Uzun bir zamandan sonra ilk defa Kıbrıs görüşmleri bugün Cenevre’de yapılıyor.  Bu görüşmelerden bir sonuç çıkacağı yok ama yine de iki hakın liderleri kendi görüşlerini ve argümanlarını BM Genel Sekreteri Antonio Guterres’e sunacaklar.

            Cenevre’deki görüşmenin devam edeceği anlamı taşımıyor.  Umudum o olsun ama iki zıt cephede çarpışan Tatar’la Hristodulidis masaya koyacakları da zıtlık taşır.  Esasında Hristodulidis’in görüşmeler konusunda söz söyleme hakkı kalmamıştı.  Rumların amacı belli.  Bizi kendi bünyelerine yama yapmak.  Herhalde Hristodulidis federasyon tezi ile Cenevre’ye gitmiş oluyor.

            Görüşmelere Grant Montana’da kaldığı yerden başlanmasını isteyen Hristodulidis değil miydi masayı deviren?  Şimdi ne oldu.

            Federasyonu Denktaş’ın işarı ile yıllarca savunduk ama yine bir sonuç alınamadı. İşte devletimizi o nedenle kurduk ve “Herkes kendi yoluna” diyerek yeni ufuklara açıldık.

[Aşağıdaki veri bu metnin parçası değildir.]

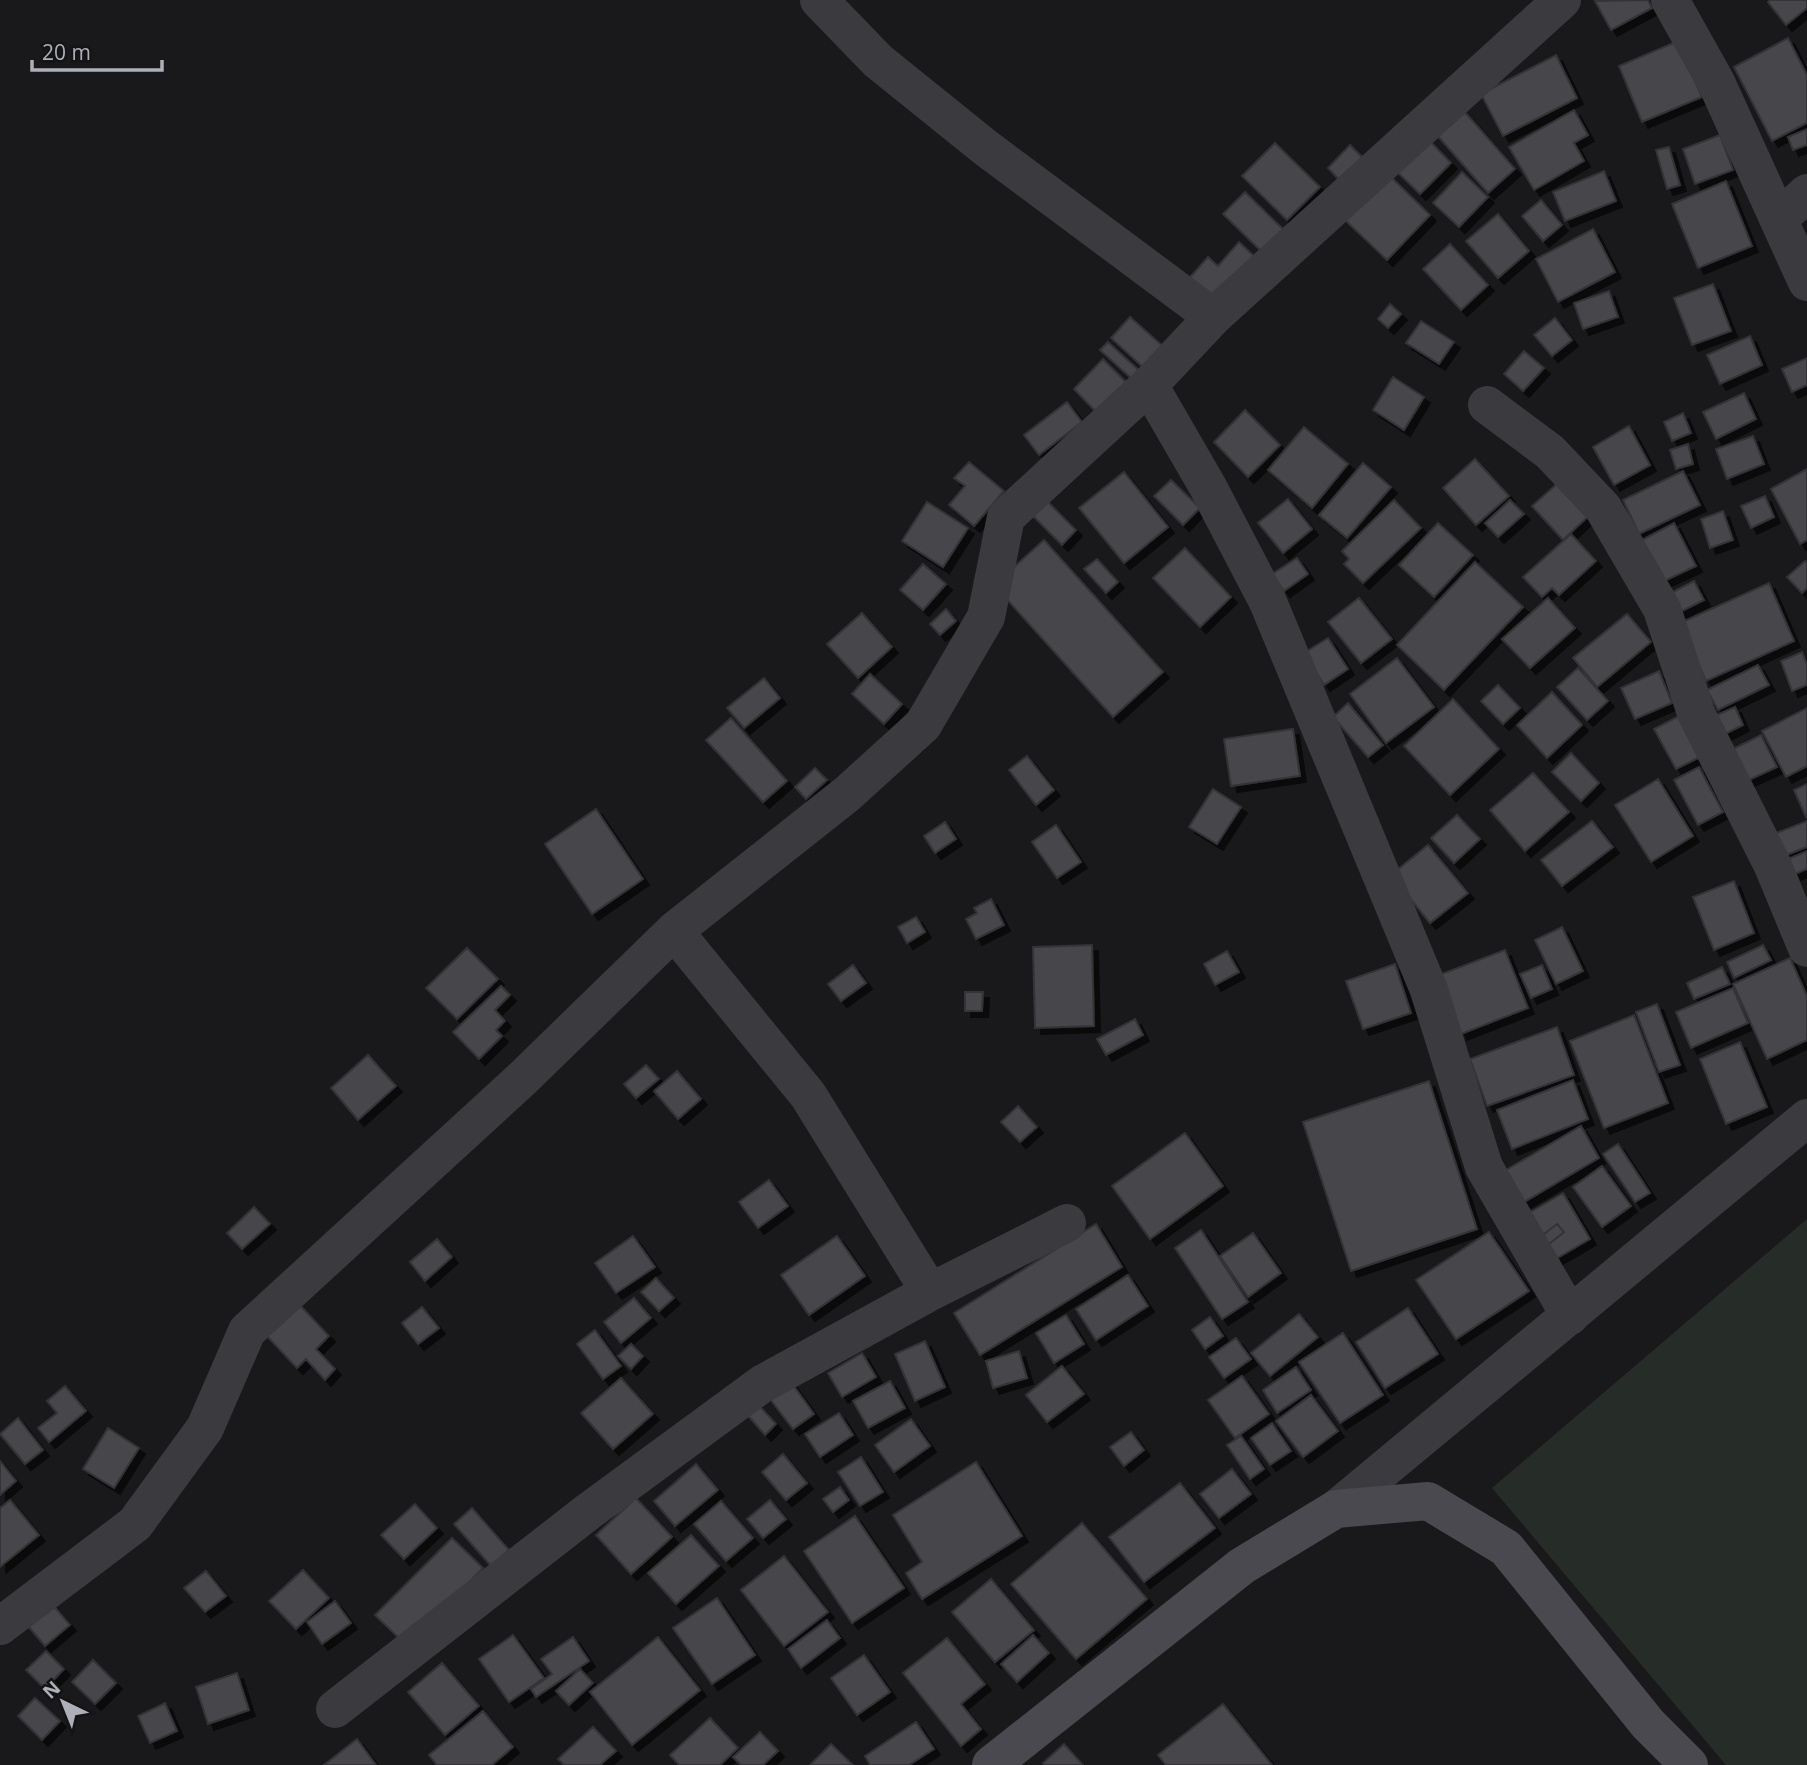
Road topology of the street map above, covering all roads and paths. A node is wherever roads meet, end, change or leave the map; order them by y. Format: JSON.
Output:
{"nodes":[{"id":1,"x":819,"y":0,"type":"edge"},
{"id":2,"x":1562,"y":0,"type":"edge"},
{"id":3,"x":1670,"y":0,"type":"edge"},
{"id":4,"x":1807,"y":194,"type":"edge"},
{"id":5,"x":1779,"y":219,"type":"junction"},
{"id":6,"x":1807,"y":282,"type":"edge"},
{"id":7,"x":1213,"y":317,"type":"junction"},
{"id":8,"x":1149,"y":385,"type":"junction"},
{"id":9,"x":1487,"y":405,"type":"dead end"},
{"id":10,"x":674,"y":931,"type":"junction"},
{"id":11,"x":1807,"y":948,"type":"edge"},
{"id":12,"x":1807,"y":1118,"type":"edge"},
{"id":13,"x":1067,"y":1223,"type":"dead end"},
{"id":14,"x":930,"y":1292,"type":"junction"},
{"id":15,"x":1570,"y":1316,"type":"junction"},
{"id":16,"x":1336,"y":1509,"type":"junction"},
{"id":17,"x":0,"y":1626,"type":"edge"},
{"id":18,"x":335,"y":1709,"type":"dead end"},
{"id":19,"x":991,"y":1765,"type":"edge"},
{"id":20,"x":1689,"y":1765,"type":"edge"}],
"edges":[{"from":1,"to":7,"type":"street"},
{"from":2,"to":7,"type":"street"},
{"from":3,"to":5,"type":"street"},
{"from":4,"to":5,"type":"street"},
{"from":5,"to":6,"type":"street"},
{"from":7,"to":8,"type":"street"},
{"from":8,"to":10,"type":"street"},
{"from":8,"to":15,"type":"street"},
{"from":9,"to":11,"type":"street"},
{"from":10,"to":14,"type":"street"},
{"from":10,"to":17,"type":"street"},
{"from":12,"to":15,"type":"street"},
{"from":13,"to":14,"type":"street"},
{"from":14,"to":18,"type":"street"},
{"from":15,"to":16,"type":"street"},
{"from":16,"to":19,"type":"street"},
{"from":16,"to":20,"type":"street"}]}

            Ersin Tatar, Kıbrıs davasının temelinden tavana kadar içinde büyümüş ve yaşamış bir Cumhurbaşkanı’dır. Bu durumu defaten Tatar konuşmalarında beyan eder.  Cenevre’de yapılacak görüşmeler için son açıklamaları şöyledir:

            “Önümüzdeki Pazartesi (yani bugün) Cenevre’de başlayacak toplantının gerçekleşmesi için yoğun çabalarım oldu.  Bu fikrimi BM Genel Sekreteri’nin eski kişisel temsilcisi Holuin’le 1 Temmuz 2024 tarihinde Londra’da yaptığım son görüşmede paylaştım.  Orada ortak zeminin olmadığının önemine dikkat çekerek, artık çalışmayan, çalışmayacağı  50 yılı aşkın bir süre devam eden süreçlerle ıspatlanmış olan federasyonla zaman geçirilmemesi gerektiği noktasının altını çizdim. Ve dedim ki, Kıbrıs adasının geleceğini ciddi şekilde konuşma vakti gelmiştir.  Ben bunu Anavatan’ların katılımıyla 4+1 formatında yapmak istiyorum.”

            Bütün bunlara ilaveten bir de şu ifadeleri kullanmıştır.

            “AB çatısı altında iki devletli  çözüm bulunabilir.  Kıbrıs’ta artık iki devlet kökleşmiştir.  O yüzden artık yeni maceralara bizleri sürükleme hakkı kimselerde yoktur.”

            Yapılan açıklamalar AB’in de Cenevre görüşmelerine katılacağı mealindedir.  Şayet AB de Kıbrıs sorununun bitmesini arzu ediyorsa, mutlaka Kıbrıs’a tarafsız bir gözle bakması lazım.

            Annan Planı’nın referandumundan iki “evet” çıkması için AB’nin büyükelçisi ve bazı AB üyesi devletler canla başla çalışmışlar ve her iki tarafa vaadlerde bulunmuşlardı.

            Maalesef Rum tarafı Annan Planı’na “Hayır” dedi ama Türkler o plana “evet” dedi.  Üstelik Rum tarafı AB’ye üye yapılmakla da ödüllendirildi.

            AB’nin o günlerde Türklere vaadi çok olmuştu.  Sanki tavşana havuç verir gibi verilen sözler..

            O vaadlerin başında KKTC’ye direk uçuşların başlaması ve bütün ambargoların kaldırılmasıydı.  İşte AB bu vaadlerin tek birine bile uymadı.

            Adım gibi biliyorum.  Ersin Tatar da biliyor.  AB, Rumların ağzıyla Cenevre’de konuşacak ve federasyondan dem vuracak.  Bence AB’nin Cenevre’ye katılımı yanlıştır.  Şayet Ersin Tatar’ın dediği gibi iki devlet temelinde bir çözüm önerilecekse mesele yok. 

            Kıbrıs’ta yaygın olarak kullanılan bir benzetme vardır.

            Taraflar “Erik gidecekler, koruk gelecekler.”  Yani sıfır sııfı elde hiç.

            Şu anda içinde bulunduğumuz durumdan Rum tarafı yararlanıyor. O yarar da, zamana oynamaktır.

            Denktaş ve Kleridis zamanından başlayan zamana oynama alışkanlıkları maalesef hala daha devam ediyor.  Denktaş daima dert yanardı.  “Rumlar zamana oynuyorlar” derdi.

            Yani Rumlar yarım Kıbrıs’larıyla davayı hiçbir yere sürükleyemiyor.  Sürükleyemezler de.

            Rumlar “Bütün Kıbrıs’ın sahibiyiz” demekle de bütün Kıbrıs’a sahip olamaz.  Bunu zaman göstermiştir.  Bugün Cenevre görüşmeleri de yapılacak ve maalesef “erik gidip, koruk gelinecek” göreceksiniz.